También bebí alcohol por primera vez, y más de la cuenta, por lo que acabé bastante mareada. Yo diría ahora, que fue mi primera borrachera. Mamé un buen par de pollas, pero bajo los efectos de la bebida y en la habitación de Natalia, con la vigilancia de Nerea para asegurarnos la necesaria intimidad y que no nos molestaran ni descubrieran. Nada más tragarme el semen me quedé frita.
Al cabo de casi una hora dormida me despejé y volví a la fiesta y entonces me lo pasé bomba. Seguí bebiendo y conseguí varias citas para la próxima semana. Citas de candidatos a ser proveedores de semen, que ya me encargaría yo de sacar de sus pollas.
El domingo a la caída de la tarde, volví a casa sin una huella visible de la francachela de ese fin de semana pecaminoso en el cumpleaños de Natalia, y mi padre se puso muy contento viendo regresar a su princesita, tal como había salido de casa. Si él supiera…
Esther era la que aguardaba impaciente su oportunidad para que le diera una cumplida información de la fiestecita a la que fui invitada por Natalia. Así que en cuando hubimos cenado y subido a nuestros cuartos, Esther apareció por mi habitación con cara de ansiedad y deseosa de que le contara lo acontecido.
– Esther, si quieres que te trate como a una adulta, tienes que comportarte como tal. Primero, no debes acosarme de esta manera; has de tener paciencia, si quieres que te cuente mis cosas. No me gusta que me agobies. ¿Queda claro?
– Vale, Mary. Perdona, pero es que me he pasado estos dos días pensando en lo que estarías haciendo, poniéndome muy cachonda y masturbándome como una loca.
– De acuerdo, Esther. Lo puedo entender, pero acostúmbrate a no tener tantas prisas. Y otra cosa. Antes debes confesarme todo lo que hayas hecho hasta hoy en materia sexual, si deseas que yo pueda corresponder en la misma medida. ¿Quieres, o no?
– ¿Te refieres, Mary, a que entre nosotras nos contemos todo lo que hacemos con chicos… o chicas?
– Caray, Esther. Me sorprende que digas… o chicas. ¿Acaso eres lesbiana?
– No; ¡qué va! Pero a lo mejor tú sí. No me hagas caso. En clase hay una que dice que es bisexual. Que le gustan los chicos y las chicas.
– Pues no. A mí me encantan solo los chicos. Y espero que a tí también.
– Desde luego, desde luego. Los chicos me vuelven loca; las chicas no me atraen.
– Entonces, ¿Qué, Esther? ¿Hay pacto o no lo hay?
– Vale, Mary. Pacto de hermanas; nos lo contaremos todo por los siglos de los siglos.
– Amen, Esther. Amen. Así que ya puedes ir empezando.

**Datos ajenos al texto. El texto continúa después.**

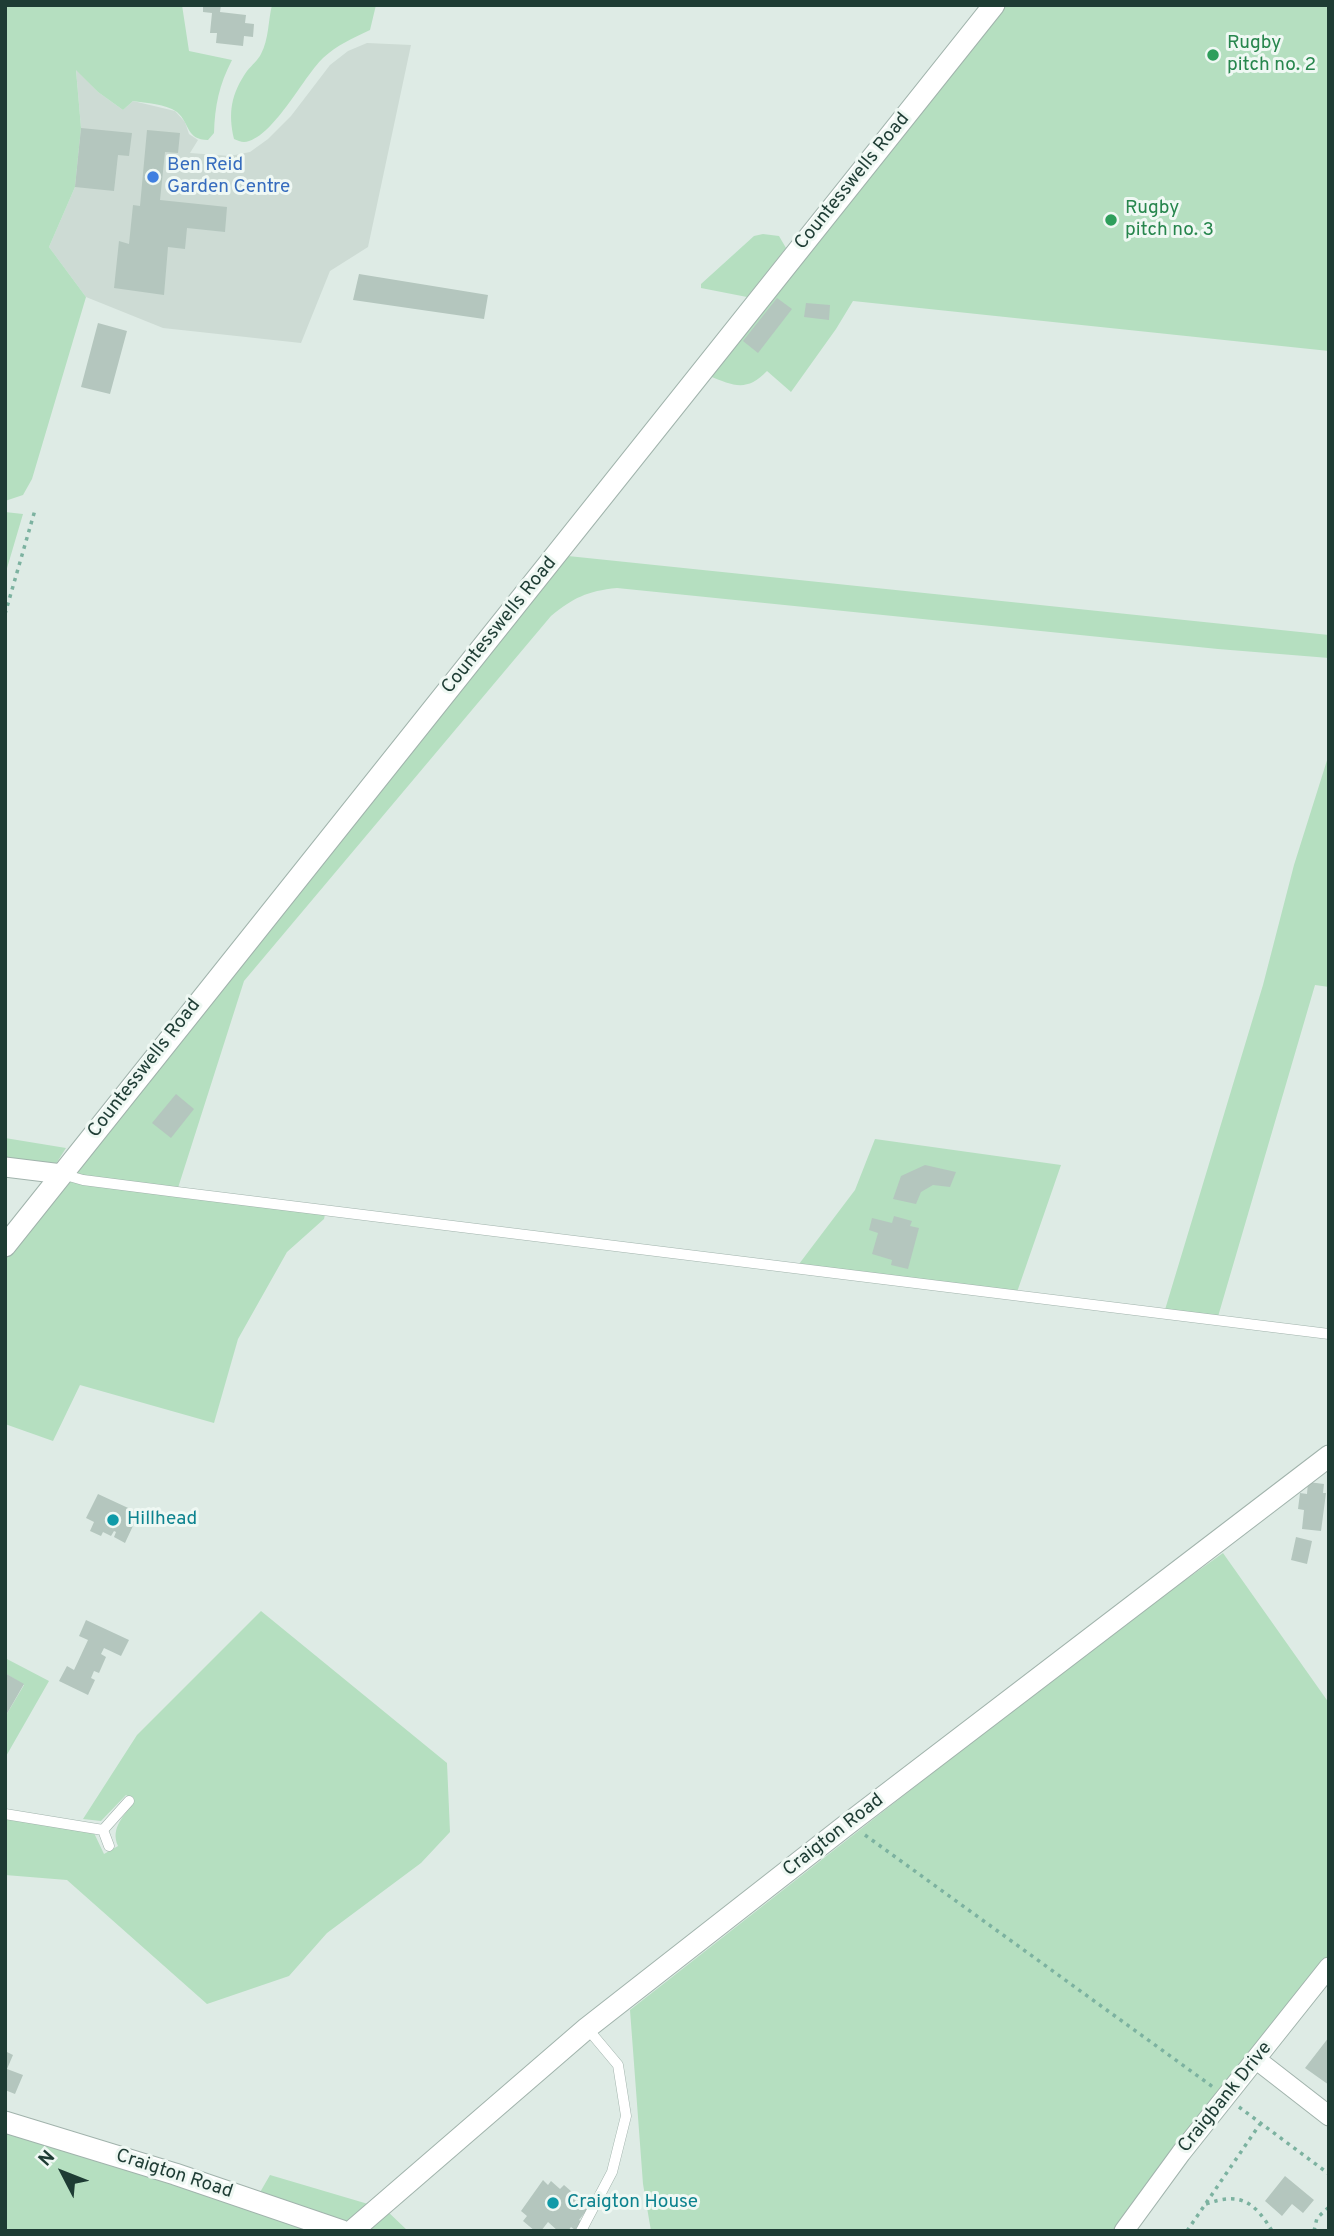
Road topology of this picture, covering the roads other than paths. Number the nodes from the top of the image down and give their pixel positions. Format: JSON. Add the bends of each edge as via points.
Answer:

– Termino enseguida. No he hecho nada más que lo que te dije. Algunos besos y algunos sobos, pero por encima de la ropa. Nada más que eso. ¡Ah! y masturbarme mucho, eso sí que lo hago ya casi todos los días. Algunos días dos o tres veces.
– Pues si que te ha dado fuerte. ¿Y nada más, nada más? No me engañes.
– Que no, que te digo la verdad. Me gustaría que me tocasen más, pero nunca estamos solos, solo lo hacemos en el parque y pocas veces. A los chicos tampoco les dejan estar solos en su casa, y aquí ni se me ocurre traerlos.
– Te comprendo, Esther. A mí me pasa lo mismo; por eso me masturbo tanto o más que tú. Pero este sábado, en casa de Natalia, he probado muchas cosas, entre ellas a beber alcohol.
– ¿Sí? ¿Está bueno?
– Mezclado con zumo de naranja sí que está rico. Pero bebí demasiado y me entró mucho sueño y tuve que dormir un rato. Creo que estuve un poco borrachita. Pero antes de dormirme pude hacer una cosa que me gustó mucho.
– Cuenta, Mary, cuenta. Estoy deseando saber lo que hiciste. ¿Follaste?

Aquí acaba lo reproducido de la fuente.